WORK INSTRUCTION:
State how many lines of the data contain the word "Include", and write nothing besides the number.

DATA FOR REVIEW:
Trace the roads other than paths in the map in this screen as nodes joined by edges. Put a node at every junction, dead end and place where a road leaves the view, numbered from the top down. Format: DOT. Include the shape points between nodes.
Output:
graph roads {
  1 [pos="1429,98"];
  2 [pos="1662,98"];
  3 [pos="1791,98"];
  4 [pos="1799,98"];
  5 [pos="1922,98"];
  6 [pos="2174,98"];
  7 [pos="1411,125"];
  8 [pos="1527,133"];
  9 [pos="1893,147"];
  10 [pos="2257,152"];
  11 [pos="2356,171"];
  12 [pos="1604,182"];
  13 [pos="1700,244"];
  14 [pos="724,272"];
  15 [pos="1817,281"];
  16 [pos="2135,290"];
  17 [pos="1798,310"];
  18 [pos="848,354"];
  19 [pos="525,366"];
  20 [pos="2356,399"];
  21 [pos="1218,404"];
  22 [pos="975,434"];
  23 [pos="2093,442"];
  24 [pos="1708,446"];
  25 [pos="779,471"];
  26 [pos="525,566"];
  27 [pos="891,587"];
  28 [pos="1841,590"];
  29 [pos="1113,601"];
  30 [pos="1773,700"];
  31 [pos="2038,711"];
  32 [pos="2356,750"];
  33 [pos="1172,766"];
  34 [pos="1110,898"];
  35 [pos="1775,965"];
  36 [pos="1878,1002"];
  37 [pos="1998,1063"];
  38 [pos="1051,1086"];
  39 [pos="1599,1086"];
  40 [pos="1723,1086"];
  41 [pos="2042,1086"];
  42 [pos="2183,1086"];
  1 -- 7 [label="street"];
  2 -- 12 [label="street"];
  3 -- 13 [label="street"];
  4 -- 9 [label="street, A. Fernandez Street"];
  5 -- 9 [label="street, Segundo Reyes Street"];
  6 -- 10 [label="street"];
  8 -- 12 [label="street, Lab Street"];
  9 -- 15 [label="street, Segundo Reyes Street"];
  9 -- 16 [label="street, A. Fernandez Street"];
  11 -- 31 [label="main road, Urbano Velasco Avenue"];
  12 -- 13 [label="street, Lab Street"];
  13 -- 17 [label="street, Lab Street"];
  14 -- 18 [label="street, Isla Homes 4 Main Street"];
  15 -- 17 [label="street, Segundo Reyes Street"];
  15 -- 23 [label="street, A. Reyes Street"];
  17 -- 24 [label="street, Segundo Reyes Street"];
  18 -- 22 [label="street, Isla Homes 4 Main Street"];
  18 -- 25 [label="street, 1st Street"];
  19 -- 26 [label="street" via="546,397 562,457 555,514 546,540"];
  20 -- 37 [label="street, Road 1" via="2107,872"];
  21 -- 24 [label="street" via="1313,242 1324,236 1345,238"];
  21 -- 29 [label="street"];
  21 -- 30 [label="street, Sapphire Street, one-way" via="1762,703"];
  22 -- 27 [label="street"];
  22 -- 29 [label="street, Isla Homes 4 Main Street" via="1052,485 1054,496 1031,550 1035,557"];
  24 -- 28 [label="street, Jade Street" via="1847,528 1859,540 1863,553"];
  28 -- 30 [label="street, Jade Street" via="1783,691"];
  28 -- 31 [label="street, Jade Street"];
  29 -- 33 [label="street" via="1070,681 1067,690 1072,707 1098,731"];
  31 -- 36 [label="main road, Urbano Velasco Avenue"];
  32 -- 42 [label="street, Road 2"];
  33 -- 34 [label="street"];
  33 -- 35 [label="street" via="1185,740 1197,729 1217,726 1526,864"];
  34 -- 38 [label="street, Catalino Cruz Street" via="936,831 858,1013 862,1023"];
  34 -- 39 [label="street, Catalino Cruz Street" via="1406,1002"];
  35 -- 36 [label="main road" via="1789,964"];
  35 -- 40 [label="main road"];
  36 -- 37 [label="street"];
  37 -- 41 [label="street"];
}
...
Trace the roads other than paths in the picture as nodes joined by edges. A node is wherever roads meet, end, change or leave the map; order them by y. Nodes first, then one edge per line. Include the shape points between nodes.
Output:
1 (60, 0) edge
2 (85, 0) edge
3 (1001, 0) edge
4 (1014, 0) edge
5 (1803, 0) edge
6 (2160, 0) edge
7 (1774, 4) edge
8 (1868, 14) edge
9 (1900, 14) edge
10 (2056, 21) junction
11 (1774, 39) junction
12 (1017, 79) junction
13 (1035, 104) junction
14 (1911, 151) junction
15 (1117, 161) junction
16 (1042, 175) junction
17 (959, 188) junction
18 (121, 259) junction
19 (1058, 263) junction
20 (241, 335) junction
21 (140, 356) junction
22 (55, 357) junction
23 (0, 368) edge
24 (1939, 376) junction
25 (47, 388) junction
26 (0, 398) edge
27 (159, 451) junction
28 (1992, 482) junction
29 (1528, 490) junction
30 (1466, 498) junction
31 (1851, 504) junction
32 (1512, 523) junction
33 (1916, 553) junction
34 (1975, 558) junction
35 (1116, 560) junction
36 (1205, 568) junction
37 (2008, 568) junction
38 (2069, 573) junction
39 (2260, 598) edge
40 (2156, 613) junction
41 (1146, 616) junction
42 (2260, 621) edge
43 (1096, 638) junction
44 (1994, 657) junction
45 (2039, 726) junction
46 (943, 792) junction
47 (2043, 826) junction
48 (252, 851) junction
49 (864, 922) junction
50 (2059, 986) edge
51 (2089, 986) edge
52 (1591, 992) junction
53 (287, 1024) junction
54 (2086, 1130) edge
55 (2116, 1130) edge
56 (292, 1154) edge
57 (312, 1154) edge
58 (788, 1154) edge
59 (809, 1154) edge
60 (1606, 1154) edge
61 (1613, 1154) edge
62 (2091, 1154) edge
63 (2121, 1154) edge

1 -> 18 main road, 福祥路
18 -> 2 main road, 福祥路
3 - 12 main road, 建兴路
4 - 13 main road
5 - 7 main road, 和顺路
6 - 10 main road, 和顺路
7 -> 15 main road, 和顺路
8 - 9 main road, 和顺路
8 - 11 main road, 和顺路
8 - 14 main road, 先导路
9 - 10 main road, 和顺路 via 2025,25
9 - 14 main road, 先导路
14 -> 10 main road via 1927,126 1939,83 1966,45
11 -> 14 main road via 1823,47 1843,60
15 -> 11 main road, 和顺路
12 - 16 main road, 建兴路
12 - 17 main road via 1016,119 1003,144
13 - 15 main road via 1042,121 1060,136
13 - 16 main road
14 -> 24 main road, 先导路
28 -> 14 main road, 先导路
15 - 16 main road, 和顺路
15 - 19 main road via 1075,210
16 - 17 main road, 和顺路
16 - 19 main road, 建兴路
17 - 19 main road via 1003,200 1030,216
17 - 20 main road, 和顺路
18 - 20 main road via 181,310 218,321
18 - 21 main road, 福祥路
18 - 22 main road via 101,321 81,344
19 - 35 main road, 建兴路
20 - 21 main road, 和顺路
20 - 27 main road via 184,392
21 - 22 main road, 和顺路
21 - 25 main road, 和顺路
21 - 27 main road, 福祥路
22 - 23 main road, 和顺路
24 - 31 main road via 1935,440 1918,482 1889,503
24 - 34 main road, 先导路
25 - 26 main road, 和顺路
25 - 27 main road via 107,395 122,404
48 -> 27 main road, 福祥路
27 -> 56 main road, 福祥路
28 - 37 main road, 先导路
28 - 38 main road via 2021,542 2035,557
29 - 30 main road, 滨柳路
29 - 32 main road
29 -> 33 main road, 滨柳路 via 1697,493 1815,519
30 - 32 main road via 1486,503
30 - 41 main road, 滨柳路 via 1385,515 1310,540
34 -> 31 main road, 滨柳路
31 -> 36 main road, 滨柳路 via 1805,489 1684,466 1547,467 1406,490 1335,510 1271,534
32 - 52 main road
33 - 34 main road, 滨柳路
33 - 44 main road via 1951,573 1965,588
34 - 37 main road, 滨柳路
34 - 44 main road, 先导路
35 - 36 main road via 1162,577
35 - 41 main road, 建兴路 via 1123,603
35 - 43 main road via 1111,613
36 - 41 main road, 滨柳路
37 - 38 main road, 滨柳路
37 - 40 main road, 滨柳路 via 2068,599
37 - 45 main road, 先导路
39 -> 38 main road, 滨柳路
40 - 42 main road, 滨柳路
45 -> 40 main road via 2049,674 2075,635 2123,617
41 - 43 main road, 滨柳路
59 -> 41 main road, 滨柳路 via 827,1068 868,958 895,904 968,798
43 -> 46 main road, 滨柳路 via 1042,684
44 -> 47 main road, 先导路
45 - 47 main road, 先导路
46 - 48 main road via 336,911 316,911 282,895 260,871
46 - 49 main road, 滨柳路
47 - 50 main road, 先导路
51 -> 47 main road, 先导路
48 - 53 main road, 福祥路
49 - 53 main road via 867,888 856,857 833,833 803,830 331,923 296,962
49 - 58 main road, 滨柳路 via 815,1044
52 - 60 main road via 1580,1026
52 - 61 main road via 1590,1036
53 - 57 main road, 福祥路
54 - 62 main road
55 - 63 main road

COMPLETED EXERCISE:
2